Preservation and digitisation of Zoroastrian historical documents and Avestan manuscripts (EAP1014)

Aims and objectives

The aim of this project is to digitise and preserve the collection of historical Zoroastrian documents and Avestan manuscripts in Arbab Mehraban Poulad’s Archive. This archival collection has remained in scattered locations until recently, and valuable seventeenth to nineteenth century documents have been kept under deteriorating conditions. This project will digitise approximately 20,000 pages and make them available to scholars and the public worldwide. The objective is to undertake a survey and to increase access to, and the visibility of, this most valuable and endangered component of Zoroastrian heritage. The Avestan manuscripts, which have been discovered recently in this collection, would support relevant developments in the history of the transmission, codicology, and genealogy of Iranian Avestan manuscripts. Two Videvdād manuscripts of this collection are of particular significance for Avestan studies. One of them seems to be the oldest discovered Videvdād until today, while another one is the only illuminated manuscript from the Marzbān family, a famous scribe family of Avestan manuscripts.

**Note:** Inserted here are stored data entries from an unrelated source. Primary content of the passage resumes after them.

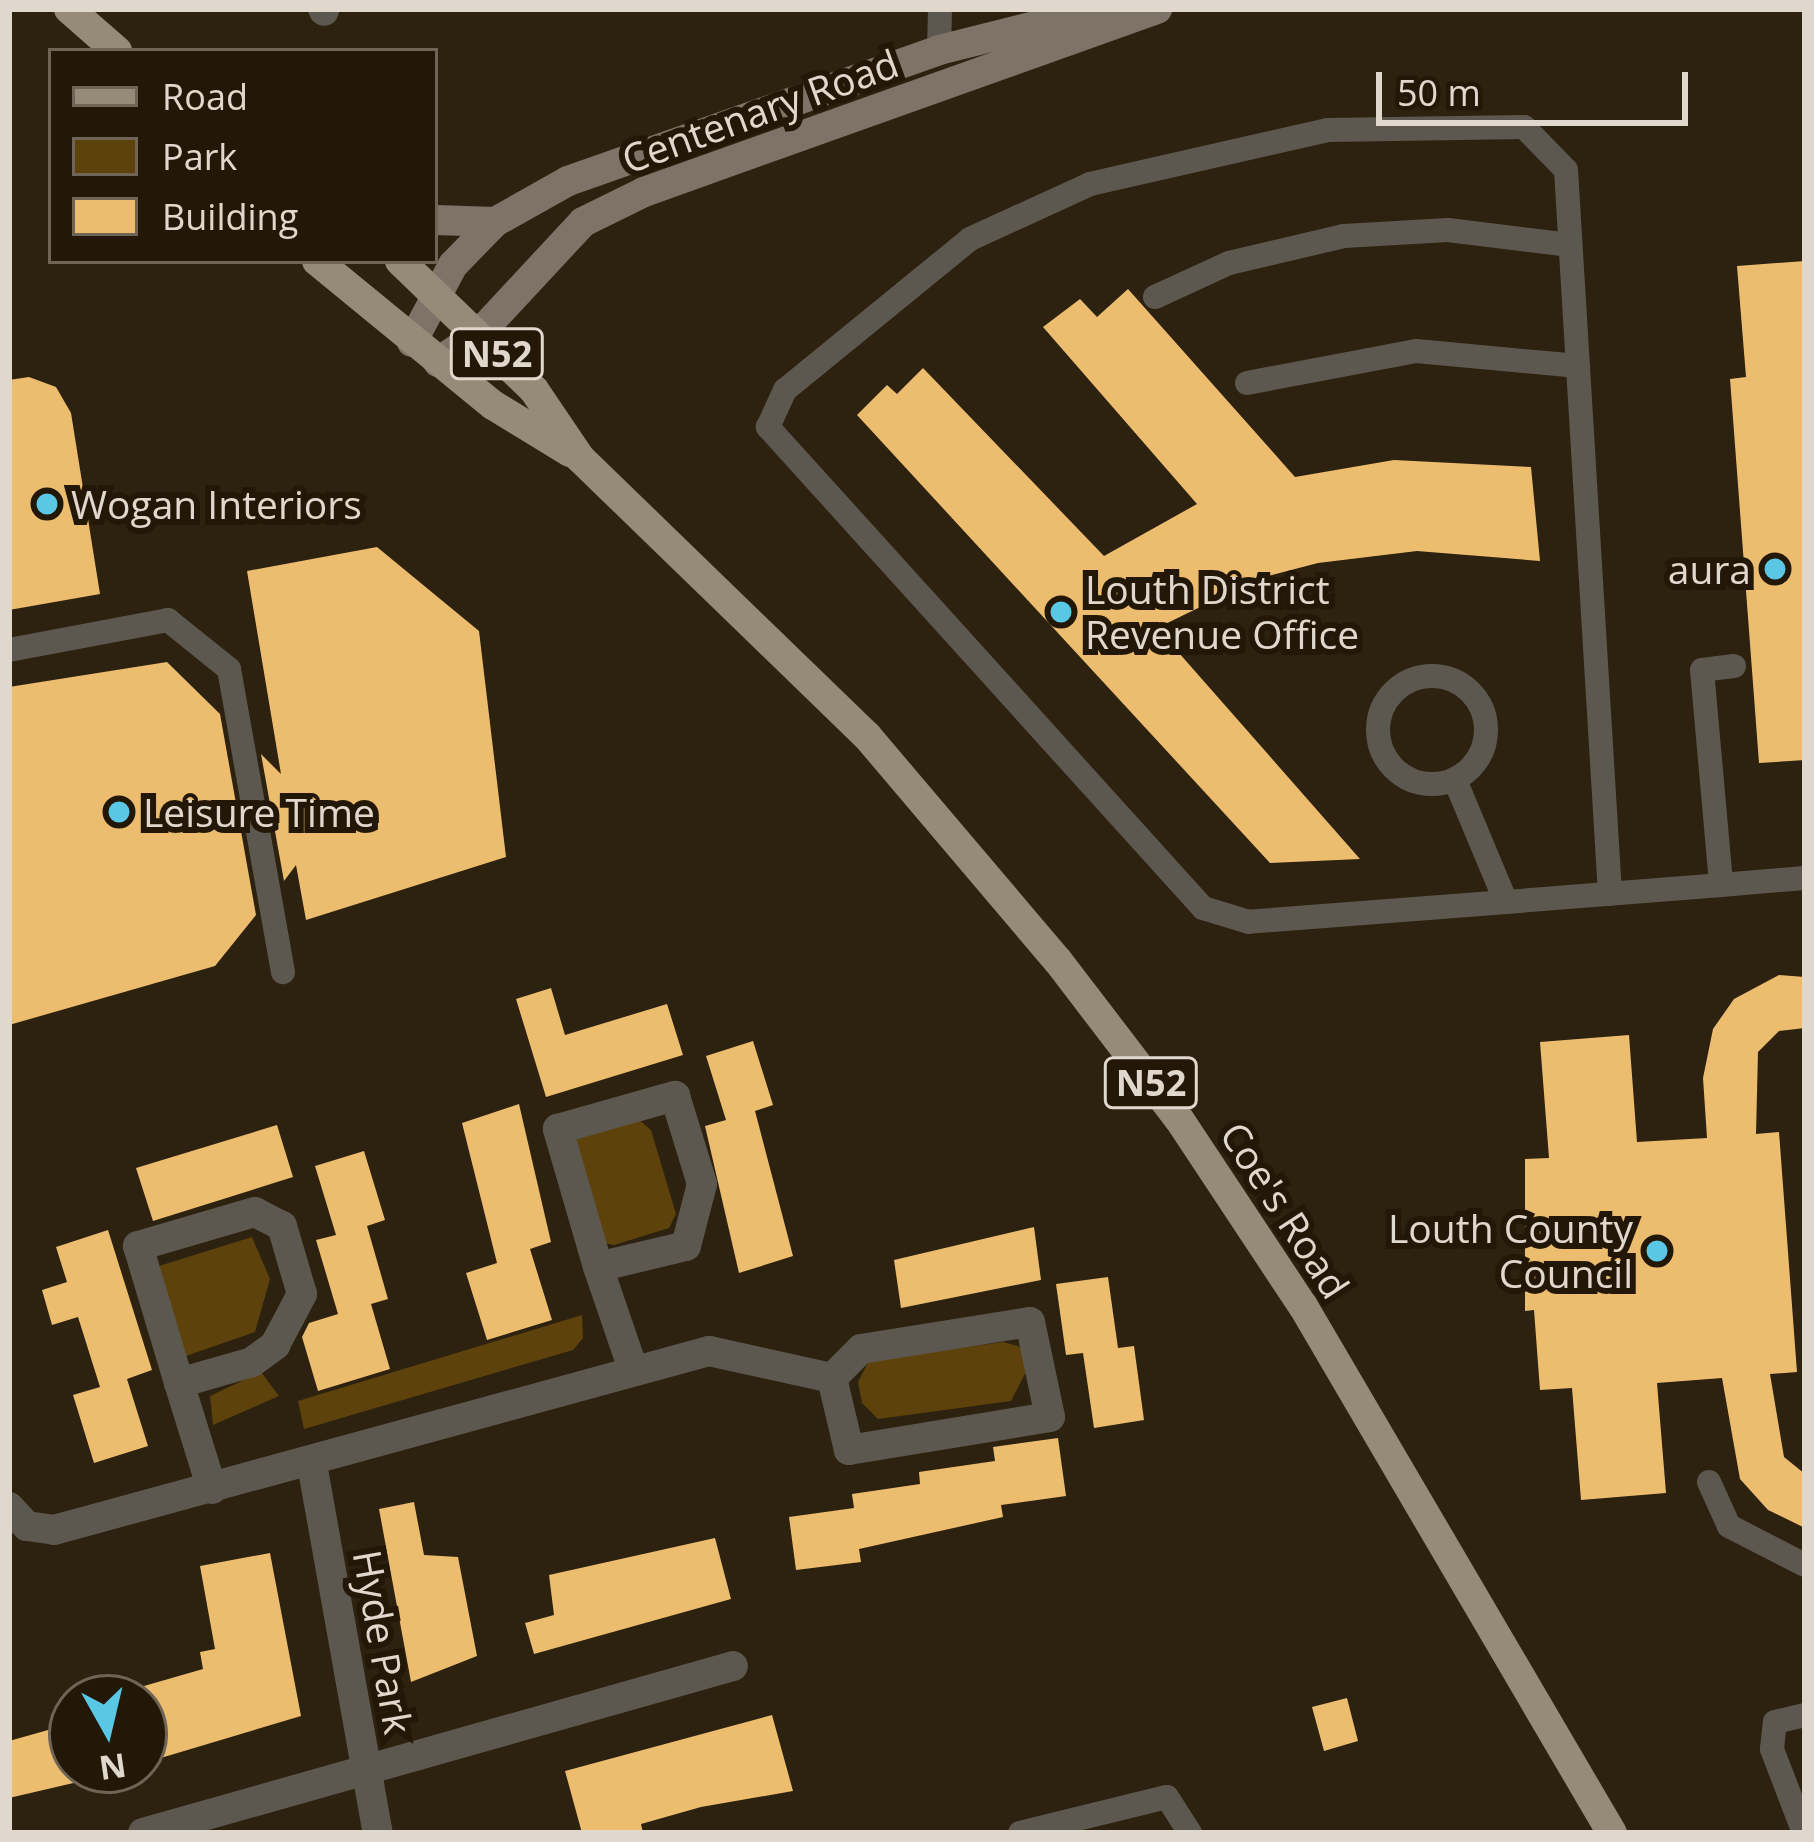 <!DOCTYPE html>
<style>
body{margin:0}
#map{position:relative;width:1814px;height:1842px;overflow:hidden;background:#2d2210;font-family:"Open Sans",sans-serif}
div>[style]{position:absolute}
.green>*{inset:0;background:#5e420b}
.building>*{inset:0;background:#edbd6f}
.lane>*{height:24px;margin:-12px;padding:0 12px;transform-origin:12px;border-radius:12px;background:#5d584f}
.lane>.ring{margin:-12px;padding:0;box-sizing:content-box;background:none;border:24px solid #5d584f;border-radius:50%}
.street>*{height:30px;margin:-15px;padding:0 15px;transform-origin:15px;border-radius:15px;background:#5d584f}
.secondary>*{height:30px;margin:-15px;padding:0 15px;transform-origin:15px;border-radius:15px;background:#7d7467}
.primary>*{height:30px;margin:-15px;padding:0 15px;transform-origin:15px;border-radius:15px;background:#968b79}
.dots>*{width:33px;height:33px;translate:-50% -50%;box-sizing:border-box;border:6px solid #231807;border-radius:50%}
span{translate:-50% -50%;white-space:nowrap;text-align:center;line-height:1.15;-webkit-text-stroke:12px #231807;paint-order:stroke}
.shield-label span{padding:3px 9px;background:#231807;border:3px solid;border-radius:9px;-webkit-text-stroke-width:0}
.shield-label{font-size:36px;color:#e0d8cd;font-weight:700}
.street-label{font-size:39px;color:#e0d8cd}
.poi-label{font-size:39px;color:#e0d8cd}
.left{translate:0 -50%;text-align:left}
.right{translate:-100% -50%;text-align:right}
.frame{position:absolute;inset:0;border:12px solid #e0d8cd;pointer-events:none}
.legend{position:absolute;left:48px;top:48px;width:390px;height:216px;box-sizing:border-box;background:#231807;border:3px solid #6f6556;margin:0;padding:15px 21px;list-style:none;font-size:36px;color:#e0d8cd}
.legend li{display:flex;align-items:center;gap:24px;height:60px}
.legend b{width:60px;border:3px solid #6f6556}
.north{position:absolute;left:48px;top:1674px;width:120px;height:120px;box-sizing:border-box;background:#231807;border:3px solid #6f6556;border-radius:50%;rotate:172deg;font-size:33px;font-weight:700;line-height:48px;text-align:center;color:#e0d8cd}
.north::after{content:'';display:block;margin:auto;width:42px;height:54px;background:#5ac8e5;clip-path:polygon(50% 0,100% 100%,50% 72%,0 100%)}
.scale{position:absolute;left:1376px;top:72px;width:312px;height:54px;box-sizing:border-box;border:6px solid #e0d8cd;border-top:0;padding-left:15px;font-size:36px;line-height:42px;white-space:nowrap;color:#e0d8cd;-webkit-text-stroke:9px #231807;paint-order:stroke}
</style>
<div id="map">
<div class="green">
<div style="clip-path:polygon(637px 1118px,651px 1130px,676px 1214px,669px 1228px,614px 1245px,605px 1243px,574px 1140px)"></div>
<div style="clip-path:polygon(252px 1237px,270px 1279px,255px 1332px,186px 1356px,159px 1266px)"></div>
<div style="clip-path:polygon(582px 1315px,583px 1338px,573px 1350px,304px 1429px,298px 1401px)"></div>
<div style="clip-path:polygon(1003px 1342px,1024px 1348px,1027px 1370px,1011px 1401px,878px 1419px,862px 1403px,858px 1382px,869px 1361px)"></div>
<div style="clip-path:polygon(261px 1372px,279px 1396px,213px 1425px,210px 1396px)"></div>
</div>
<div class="building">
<div style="clip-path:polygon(1805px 261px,1805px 760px,1759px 763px,1730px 379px,1746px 377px,1737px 266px)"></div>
<div style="clip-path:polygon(1128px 289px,1295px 477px,1394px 460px,1531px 467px,1540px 561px,1417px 551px,1318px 563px,1260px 578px,1157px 628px,1360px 859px,1270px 863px,857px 415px,887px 385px,897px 394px,923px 368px,1104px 556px,1197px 504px,1043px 327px,1080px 299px,1097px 317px)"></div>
<div style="clip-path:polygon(29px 377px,56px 387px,71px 413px,100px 594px,9px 610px,9px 380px)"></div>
<div style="clip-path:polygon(377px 547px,479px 631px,506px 857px,306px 920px,296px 865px,284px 881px,261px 754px,281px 774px,247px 571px)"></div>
<div style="clip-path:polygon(167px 662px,220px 714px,256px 915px,215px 966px,9px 1025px,9px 687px)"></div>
<div style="clip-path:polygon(1779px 975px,1805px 977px,1805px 1028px,1779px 1031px,1758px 1052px,1756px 1134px,1779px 1132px,1797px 1372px,1770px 1374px,1784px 1457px,1805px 1474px,1805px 1528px,1768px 1510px,1740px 1479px,1722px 1378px,1657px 1383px,1666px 1493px,1581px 1500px,1572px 1388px,1540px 1390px,1534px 1310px,1525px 1311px,1525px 1159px,1549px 1158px,1540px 1042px,1629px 1035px,1637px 1142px,1707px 1138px,1703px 1078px,1713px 1029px,1734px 999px)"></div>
<div style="clip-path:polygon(551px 988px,565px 1035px,667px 1004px,683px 1055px,546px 1097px,516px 999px)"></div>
<div style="clip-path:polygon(753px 1041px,773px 1105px,755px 1111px,793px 1256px,739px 1273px,705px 1126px,726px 1120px,706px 1056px)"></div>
<div style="clip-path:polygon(519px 1104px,551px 1242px,530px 1249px,552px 1320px,487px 1340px,466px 1273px,497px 1263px,462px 1123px)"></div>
<div style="clip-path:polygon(277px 1125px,293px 1177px,153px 1221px,136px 1168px)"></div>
<div style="clip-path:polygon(364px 1151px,385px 1220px,367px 1226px,388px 1299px,371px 1304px,390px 1369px,318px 1391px,302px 1337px,309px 1323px,338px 1314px,316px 1240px,336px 1235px,315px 1166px)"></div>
<div style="clip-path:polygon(1034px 1227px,1041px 1280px,901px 1308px,894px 1260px)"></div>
<div style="clip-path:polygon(108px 1230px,152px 1370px,127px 1379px,148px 1446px,94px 1463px,73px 1395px,100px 1387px,78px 1317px,52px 1325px,42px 1290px,67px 1282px,56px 1247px)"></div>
<div style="clip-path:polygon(1108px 1277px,1118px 1348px,1134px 1346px,1144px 1420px,1094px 1428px,1083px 1353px,1066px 1355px,1056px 1284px)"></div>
<div style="clip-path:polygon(1058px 1438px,1066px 1496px,1001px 1505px,1003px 1517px,859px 1549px,861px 1562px,796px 1570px,789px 1517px,854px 1508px,852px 1494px,920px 1484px,919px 1472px,995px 1461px,993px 1447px)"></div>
<div style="clip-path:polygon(414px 1502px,424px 1555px,458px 1557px,477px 1656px,411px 1682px,379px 1509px)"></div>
<div style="clip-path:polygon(715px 1538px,731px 1599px,534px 1654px,525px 1623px,554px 1615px,549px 1575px)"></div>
<div style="clip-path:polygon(270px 1553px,301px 1716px,144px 1763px,144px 1686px,203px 1669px,200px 1652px,215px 1649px,200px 1566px)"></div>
<div style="clip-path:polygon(1347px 1698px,1358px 1741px,1324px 1751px,1312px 1707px)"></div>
<div style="clip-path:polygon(772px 1715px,793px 1791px,701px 1807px,641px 1824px,643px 1833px,582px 1833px,565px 1771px)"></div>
<div style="clip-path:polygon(66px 1725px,82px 1781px,9px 1798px,9px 1741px)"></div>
</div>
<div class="lane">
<div style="left:939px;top:50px;width:41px;rotate:-88.6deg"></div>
<div style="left:1155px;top:297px;width:81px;rotate:-24.7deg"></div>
<div style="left:1229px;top:263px;width:118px;rotate:-13.2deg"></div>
<div style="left:1344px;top:236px;width:104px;rotate:-3.3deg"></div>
<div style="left:1448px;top:230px;width:123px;rotate:7deg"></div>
<div style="left:1247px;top:383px;width:172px;rotate:-10.7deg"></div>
<div style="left:1416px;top:351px;width:163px;rotate:5.3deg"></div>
<div style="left:9px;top:650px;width:162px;rotate:-10.7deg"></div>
<div style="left:168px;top:620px;width:78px;rotate:38.8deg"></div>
<div style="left:229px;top:669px;width:308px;rotate:79.9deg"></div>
<div style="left:1734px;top:666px;width:32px;rotate:173deg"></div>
<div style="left:1702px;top:670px;width:216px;rotate:84.9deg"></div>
<div style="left:1721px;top:885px;width:84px;rotate:-4.8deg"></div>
<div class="ring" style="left:1378px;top:676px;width:84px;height:84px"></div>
<div style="left:1455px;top:780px;width:132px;rotate:67.3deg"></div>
<div style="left:1506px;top:902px;width:216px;rotate:-4.5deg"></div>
<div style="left:1506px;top:902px;width:258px;rotate:175.6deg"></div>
<div style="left:1249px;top:922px;width:48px;rotate:-163.1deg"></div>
<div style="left:1203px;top:908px;width:649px;rotate:-132.13deg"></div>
<div style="left:768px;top:427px;width:41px;rotate:-65.3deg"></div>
<div style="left:785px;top:390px;width:239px;rotate:-39.2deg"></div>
<div style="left:970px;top:239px;width:132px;rotate:-24.6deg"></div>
<div style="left:1090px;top:184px;width:244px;rotate:-12.8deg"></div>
<div style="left:1328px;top:130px;width:196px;rotate:-0.9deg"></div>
<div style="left:1524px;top:127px;width:60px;rotate:45.7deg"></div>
<div style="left:1566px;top:170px;width:725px;rotate:86.52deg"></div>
<div style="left:1709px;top:1482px;width:48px;rotate:65.6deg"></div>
<div style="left:1729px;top:1526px;width:85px;rotate:27.2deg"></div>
<div style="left:1020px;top:1833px;width:151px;rotate:-13.8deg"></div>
<div style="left:1167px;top:1797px;width:43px;rotate:57.4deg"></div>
<div style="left:1804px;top:1833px;width:90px;rotate:-110.9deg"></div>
<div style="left:1772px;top:1749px;width:27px;rotate:-84deg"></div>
<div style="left:1775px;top:1722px;width:31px;rotate:-13deg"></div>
</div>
<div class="street">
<div style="left:323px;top:9px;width:2px;rotate:63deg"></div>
<div style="left:598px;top:1267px;width:144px;rotate:-106.2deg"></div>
<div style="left:558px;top:1129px;width:122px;rotate:-15.8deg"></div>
<div style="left:675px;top:1096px;width:92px;rotate:72.9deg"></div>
<div style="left:702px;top:1184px;width:64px;rotate:104.5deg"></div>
<div style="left:686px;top:1246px;width:90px;rotate:166.6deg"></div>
<div style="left:598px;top:1267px;width:108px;rotate:71.1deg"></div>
<div style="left:1030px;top:1322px;width:97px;rotate:78.1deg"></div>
<div style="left:1050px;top:1417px;width:204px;rotate:170.7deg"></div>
<div style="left:849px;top:1450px;width:74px;rotate:-103.3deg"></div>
<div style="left:832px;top:1378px;width:41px;rotate:-45deg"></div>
<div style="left:861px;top:1349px;width:171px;rotate:-9.1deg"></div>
<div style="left:179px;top:1383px;width:76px;rotate:-16deg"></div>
<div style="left:252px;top:1362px;width:29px;rotate:-36deg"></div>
<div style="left:275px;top:1345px;width:58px;rotate:-62.1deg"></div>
<div style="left:302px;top:1294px;width:71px;rotate:-106.4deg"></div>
<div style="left:282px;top:1226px;width:30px;rotate:-153deg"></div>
<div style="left:255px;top:1212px;width:122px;rotate:163.8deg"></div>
<div style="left:138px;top:1246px;width:143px;rotate:73.3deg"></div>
<div style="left:179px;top:1383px;width:111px;rotate:72.7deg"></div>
<div style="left:312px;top:1464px;width:375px;rotate:79.9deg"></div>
<div style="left:9px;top:1507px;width:26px;rotate:47deg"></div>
<div style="left:27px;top:1526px;width:27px;rotate:8deg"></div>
<div style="left:54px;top:1530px;width:679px;rotate:-15.28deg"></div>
<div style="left:709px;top:1351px;width:126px;rotate:12.4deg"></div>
<div style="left:143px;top:1833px;width:613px;rotate:-15.8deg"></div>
</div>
<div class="secondary">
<div style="left:435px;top:220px;width:60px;rotate:1.9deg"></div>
<div style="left:412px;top:342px;width:87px;rotate:-62deg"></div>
<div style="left:453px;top:265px;width:60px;rotate:-45.7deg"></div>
<div style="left:495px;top:222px;width:84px;rotate:-29.3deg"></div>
<div style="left:568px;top:181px;width:393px;rotate:-19.4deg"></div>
<div style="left:939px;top:50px;width:170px;rotate:-14deg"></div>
<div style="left:438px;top:362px;width:48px;rotate:-34deg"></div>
<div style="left:478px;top:335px;width:154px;rotate:-47.1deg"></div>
<div style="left:583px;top:222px;width:68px;rotate:-26.2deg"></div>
<div style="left:644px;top:192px;width:545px;rotate:-19.63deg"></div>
</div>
<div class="primary">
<div style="left:69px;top:9px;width:64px;rotate:41.2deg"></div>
<div style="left:317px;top:261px;width:227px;rotate:39.3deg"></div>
<div style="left:493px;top:405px;width:90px;rotate:31.4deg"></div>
<div style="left:400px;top:261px;width:186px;rotate:43.9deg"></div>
<div style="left:534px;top:390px;width:82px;rotate:55.9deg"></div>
<div style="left:580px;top:458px;width:400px;rotate:44.1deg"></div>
<div style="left:867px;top:736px;width:295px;rotate:49.7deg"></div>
<div style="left:1058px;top:961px;width:199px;rotate:52.6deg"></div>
<div style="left:1179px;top:1119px;width:224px;rotate:56.5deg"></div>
<div style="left:1303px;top:1306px;width:611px;rotate:59.62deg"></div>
</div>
<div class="dots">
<div style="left:47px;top:504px;background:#5ac8e5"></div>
<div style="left:1775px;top:569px;background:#5ac8e5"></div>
<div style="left:1061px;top:612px;background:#5ac8e5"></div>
<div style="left:119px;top:812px;background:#5ac8e5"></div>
<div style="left:1657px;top:1251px;background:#5ac8e5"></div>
</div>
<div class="shield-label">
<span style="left:497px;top:354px">N52</span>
<span style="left:1151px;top:1083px">N52</span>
</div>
<div class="street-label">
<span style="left:760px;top:111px;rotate:-20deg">Centenary Road</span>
<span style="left:1285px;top:1210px;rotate:57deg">Coe's Road</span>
<span style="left:383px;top:1642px;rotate:80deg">Hyde Park</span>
</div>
<div class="poi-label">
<span class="left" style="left:71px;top:504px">Wogan Interiors</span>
<span class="right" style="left:1751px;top:569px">aura</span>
<span class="left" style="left:1085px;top:612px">Louth District<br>Revenue Office</span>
<span class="left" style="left:143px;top:812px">Leisure Time</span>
<span class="right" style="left:1633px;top:1251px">Louth County<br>Council</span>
</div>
<div class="frame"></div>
<ul class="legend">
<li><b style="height:15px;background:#968b79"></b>Road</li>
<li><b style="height:33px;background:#5e420b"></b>Park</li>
<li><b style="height:33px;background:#edbd6f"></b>Building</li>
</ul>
<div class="north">N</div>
<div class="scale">50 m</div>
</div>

The material is located at an old house in the Priests’ Quarter in Yazd, Iran. Both the Avestan manuscripts and the historical documents are handwritten and critically endangered. The Avestan manuscripts are in very poor condition and seriously damaged by termites, rodents, and mould. The most serious threat for this collection is theft, which has already taken place several times in recent years.

The archival material includes 10 Avestan manuscripts (four Videvdāds, four Yasnās, one Vājyašt Gahanbār with Doruns and one Xorde Avesta), with a total of more than 8000 pages and more than 15,000 of dated historical, economic, and legal documents regarding the religious minority of Zoroastrians in Iran. The historical documents include communications in the form of letters between Arbāb Mehrabān Pulād and official institutions, and administrative circulars. Most of the documents are bookkeeping record books, legal contracts dealing with sales, leases, settlement of disputes, letters, and official actions. They provide us with relevant information about the structure and work flow of various institutions and organisations during the Qajar and Pahlavi periods in Iran.